-- Opening Marker --

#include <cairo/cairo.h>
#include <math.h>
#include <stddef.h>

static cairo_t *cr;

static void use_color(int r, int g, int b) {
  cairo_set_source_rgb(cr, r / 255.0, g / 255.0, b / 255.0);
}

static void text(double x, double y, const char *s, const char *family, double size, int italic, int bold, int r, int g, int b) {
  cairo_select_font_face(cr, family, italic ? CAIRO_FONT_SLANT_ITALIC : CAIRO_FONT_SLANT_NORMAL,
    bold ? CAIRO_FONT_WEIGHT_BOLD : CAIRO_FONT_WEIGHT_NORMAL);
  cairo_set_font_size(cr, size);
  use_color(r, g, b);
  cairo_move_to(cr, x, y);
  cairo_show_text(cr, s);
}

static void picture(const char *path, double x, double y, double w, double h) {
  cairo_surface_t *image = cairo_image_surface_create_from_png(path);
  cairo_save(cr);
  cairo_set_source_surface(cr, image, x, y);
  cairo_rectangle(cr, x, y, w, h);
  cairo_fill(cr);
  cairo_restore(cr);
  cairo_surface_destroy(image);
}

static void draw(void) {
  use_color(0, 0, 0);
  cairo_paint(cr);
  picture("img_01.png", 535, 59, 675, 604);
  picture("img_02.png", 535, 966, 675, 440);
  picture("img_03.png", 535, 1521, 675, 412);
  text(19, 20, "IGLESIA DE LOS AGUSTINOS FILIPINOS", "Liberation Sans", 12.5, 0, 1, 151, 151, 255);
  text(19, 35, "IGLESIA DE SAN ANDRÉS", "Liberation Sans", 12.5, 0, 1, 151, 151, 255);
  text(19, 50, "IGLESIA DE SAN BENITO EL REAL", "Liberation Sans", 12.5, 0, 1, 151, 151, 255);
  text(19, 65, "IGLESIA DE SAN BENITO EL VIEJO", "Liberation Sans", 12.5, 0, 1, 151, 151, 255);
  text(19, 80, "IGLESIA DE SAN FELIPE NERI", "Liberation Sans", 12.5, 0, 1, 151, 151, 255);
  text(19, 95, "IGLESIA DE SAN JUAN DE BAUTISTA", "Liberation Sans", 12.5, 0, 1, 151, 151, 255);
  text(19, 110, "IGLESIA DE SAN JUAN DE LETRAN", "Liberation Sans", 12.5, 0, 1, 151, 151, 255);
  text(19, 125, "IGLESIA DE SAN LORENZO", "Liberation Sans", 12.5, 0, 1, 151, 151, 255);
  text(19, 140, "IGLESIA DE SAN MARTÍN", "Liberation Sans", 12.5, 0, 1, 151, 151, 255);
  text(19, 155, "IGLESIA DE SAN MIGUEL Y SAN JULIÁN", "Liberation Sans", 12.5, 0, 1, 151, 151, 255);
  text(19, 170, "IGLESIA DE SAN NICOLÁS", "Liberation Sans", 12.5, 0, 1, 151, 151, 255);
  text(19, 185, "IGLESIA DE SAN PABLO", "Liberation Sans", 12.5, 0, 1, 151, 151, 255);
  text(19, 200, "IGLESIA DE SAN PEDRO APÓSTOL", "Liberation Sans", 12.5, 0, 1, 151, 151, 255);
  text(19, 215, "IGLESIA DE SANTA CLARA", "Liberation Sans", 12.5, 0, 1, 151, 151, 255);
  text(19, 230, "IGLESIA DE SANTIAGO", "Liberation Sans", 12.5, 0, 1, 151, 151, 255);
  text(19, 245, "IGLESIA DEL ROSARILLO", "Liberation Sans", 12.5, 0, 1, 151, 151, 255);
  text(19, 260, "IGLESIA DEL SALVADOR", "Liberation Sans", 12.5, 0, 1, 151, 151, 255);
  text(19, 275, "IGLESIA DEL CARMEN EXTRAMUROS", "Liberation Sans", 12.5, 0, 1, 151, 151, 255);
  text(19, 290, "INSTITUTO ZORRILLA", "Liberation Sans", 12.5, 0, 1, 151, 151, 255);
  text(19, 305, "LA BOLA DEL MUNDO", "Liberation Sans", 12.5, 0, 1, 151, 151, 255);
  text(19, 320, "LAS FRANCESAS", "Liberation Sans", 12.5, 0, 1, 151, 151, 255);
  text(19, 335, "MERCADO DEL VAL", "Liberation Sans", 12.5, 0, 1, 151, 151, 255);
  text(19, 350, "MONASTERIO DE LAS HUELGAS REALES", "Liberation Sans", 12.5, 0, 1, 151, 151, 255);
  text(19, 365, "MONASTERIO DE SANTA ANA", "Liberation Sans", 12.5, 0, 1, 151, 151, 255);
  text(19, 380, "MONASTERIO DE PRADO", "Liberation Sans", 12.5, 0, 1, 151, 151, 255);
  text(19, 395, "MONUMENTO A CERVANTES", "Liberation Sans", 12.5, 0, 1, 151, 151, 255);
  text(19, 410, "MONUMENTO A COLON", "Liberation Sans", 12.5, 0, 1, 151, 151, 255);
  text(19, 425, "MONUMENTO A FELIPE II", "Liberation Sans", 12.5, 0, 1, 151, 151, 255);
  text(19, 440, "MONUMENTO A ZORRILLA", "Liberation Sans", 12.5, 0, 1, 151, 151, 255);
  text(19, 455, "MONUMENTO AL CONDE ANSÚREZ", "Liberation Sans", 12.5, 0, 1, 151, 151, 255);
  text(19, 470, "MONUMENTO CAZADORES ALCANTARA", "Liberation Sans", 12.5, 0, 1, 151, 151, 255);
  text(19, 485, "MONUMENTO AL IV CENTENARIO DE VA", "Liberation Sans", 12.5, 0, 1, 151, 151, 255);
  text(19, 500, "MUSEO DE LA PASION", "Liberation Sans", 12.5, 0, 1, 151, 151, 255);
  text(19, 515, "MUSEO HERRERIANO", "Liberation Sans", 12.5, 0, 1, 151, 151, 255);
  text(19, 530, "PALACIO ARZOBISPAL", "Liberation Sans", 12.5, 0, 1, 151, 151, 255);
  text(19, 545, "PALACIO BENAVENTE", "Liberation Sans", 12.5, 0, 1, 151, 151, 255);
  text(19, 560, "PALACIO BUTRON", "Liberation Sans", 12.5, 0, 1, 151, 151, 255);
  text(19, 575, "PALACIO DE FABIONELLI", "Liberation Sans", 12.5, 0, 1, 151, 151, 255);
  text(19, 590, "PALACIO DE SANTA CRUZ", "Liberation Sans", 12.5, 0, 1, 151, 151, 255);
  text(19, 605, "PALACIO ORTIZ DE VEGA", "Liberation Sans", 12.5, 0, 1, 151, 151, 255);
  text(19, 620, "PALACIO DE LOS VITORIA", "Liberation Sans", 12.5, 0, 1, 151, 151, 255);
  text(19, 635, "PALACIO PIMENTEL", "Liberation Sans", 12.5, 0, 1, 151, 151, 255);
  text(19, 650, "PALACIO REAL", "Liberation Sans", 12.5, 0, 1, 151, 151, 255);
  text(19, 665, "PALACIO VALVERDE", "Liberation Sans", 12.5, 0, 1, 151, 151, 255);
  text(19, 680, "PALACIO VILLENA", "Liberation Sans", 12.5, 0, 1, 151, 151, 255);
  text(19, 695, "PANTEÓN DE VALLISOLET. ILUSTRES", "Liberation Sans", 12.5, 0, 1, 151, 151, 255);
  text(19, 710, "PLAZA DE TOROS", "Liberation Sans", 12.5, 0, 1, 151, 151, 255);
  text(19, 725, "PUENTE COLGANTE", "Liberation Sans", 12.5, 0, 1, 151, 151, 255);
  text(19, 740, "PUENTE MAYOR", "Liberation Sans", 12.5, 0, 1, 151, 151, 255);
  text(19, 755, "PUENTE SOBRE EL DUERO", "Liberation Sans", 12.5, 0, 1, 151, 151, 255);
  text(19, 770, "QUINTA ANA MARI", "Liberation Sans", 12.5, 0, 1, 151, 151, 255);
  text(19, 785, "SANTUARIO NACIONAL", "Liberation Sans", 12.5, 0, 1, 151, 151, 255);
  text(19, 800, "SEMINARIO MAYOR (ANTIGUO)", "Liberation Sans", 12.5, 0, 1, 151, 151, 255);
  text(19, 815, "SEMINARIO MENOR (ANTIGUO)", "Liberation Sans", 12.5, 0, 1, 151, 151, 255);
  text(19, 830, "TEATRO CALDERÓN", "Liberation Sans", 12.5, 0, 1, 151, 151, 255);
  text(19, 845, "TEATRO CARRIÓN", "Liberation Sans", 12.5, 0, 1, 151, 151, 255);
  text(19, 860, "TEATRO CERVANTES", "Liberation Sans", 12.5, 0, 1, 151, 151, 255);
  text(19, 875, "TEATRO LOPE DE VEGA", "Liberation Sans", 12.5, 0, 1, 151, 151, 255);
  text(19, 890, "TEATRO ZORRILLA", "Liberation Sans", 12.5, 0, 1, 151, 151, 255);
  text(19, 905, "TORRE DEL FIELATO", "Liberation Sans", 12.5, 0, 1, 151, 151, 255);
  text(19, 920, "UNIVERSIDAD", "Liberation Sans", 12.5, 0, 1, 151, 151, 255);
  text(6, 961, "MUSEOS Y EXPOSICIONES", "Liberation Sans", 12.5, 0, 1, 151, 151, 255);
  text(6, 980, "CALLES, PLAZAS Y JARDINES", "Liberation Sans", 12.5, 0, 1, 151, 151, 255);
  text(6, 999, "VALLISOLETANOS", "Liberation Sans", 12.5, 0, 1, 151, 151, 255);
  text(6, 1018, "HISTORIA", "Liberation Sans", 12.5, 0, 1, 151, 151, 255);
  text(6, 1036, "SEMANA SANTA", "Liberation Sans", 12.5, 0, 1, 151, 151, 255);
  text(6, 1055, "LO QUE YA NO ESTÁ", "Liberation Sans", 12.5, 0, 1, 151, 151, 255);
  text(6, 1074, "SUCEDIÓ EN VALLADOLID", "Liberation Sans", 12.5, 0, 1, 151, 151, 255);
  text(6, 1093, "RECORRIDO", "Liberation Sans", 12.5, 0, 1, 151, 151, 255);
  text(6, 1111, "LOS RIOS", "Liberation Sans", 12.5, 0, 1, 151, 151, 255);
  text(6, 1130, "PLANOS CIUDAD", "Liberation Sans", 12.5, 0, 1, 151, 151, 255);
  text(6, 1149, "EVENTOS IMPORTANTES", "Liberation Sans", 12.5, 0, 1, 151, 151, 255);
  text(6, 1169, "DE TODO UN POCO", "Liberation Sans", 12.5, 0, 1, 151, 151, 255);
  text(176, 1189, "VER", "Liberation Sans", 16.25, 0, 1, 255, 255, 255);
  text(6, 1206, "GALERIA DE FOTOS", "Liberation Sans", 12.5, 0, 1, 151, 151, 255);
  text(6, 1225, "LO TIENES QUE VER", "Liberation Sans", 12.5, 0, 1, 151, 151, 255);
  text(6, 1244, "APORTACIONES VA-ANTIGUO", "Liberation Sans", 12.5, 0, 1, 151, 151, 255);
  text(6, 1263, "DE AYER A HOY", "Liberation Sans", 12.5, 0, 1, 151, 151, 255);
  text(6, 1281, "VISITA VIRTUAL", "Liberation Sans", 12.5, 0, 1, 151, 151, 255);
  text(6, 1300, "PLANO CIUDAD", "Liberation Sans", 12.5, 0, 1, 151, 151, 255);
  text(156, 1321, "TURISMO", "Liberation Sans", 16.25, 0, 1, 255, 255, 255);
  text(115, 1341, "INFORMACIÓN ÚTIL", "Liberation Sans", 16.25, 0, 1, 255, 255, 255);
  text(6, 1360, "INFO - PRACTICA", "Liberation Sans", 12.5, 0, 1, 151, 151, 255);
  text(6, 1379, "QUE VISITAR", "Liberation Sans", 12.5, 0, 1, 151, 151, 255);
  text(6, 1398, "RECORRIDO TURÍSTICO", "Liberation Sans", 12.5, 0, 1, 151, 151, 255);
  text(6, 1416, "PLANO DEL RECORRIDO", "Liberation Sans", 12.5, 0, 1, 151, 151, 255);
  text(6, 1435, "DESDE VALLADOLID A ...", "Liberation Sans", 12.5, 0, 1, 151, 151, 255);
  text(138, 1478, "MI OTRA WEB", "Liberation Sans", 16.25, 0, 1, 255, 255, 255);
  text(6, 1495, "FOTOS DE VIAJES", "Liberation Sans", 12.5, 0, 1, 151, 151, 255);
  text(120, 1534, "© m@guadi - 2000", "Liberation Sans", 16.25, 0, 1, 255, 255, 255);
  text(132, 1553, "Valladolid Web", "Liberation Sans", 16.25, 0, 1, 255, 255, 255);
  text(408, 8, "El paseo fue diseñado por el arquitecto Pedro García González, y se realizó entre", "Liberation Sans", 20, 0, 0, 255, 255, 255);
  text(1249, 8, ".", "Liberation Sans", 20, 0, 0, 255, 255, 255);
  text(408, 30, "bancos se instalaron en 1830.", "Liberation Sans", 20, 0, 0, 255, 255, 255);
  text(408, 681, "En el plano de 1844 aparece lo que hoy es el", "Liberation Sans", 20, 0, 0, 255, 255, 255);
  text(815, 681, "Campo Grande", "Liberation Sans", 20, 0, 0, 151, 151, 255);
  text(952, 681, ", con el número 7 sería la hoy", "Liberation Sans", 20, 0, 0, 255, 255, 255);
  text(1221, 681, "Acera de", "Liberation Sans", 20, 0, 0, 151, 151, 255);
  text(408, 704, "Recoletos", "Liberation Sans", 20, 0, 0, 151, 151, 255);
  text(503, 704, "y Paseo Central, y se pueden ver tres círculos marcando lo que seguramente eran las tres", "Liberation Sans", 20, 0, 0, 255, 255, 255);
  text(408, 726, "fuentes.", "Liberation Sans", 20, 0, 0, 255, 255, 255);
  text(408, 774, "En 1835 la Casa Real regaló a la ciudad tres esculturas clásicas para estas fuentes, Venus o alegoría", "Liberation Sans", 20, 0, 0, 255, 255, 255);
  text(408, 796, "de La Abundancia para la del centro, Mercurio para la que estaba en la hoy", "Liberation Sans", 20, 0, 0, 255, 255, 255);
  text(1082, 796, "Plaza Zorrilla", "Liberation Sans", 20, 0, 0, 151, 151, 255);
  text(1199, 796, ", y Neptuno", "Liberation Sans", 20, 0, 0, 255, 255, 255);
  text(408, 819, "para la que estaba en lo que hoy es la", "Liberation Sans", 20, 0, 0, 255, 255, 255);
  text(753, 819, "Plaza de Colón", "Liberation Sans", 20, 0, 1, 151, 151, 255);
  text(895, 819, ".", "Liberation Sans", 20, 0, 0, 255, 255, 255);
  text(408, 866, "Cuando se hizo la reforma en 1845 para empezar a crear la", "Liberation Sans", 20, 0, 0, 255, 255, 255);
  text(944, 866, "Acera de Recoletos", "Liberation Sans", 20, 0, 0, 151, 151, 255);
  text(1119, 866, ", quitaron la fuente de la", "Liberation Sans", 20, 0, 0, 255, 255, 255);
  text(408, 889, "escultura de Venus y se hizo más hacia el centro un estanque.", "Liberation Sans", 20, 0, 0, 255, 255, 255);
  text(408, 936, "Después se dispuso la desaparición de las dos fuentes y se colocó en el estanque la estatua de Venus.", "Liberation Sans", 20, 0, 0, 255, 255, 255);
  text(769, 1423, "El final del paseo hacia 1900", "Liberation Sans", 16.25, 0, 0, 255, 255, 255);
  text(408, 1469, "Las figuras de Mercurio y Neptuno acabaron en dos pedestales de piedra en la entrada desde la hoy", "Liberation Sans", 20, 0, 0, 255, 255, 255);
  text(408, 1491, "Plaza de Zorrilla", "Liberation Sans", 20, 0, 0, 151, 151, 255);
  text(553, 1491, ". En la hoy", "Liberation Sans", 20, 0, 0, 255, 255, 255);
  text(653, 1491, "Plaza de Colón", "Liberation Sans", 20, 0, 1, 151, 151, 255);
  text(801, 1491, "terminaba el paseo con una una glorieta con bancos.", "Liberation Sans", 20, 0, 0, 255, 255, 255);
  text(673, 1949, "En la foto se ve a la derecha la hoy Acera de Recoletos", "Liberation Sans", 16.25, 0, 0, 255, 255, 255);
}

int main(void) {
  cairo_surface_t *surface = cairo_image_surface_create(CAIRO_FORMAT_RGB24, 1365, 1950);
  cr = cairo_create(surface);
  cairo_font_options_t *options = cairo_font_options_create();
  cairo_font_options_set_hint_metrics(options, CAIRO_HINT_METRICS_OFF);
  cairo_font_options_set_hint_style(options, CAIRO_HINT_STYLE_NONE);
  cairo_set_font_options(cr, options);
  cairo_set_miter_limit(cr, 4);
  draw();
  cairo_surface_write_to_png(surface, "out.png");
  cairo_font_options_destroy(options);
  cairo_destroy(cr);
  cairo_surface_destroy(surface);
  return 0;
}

-- Closing Marker --

Search the preceding listing for "italic", then copy every line that holds it.

static void text(double x, double y, const char *s, const char *family, double size, int italic, int bold, int r, int g, int b) {
  cairo_select_font_face(cr, family, italic ? CAIRO_FONT_SLANT_ITALIC : CAIRO_FONT_SLANT_NORMAL,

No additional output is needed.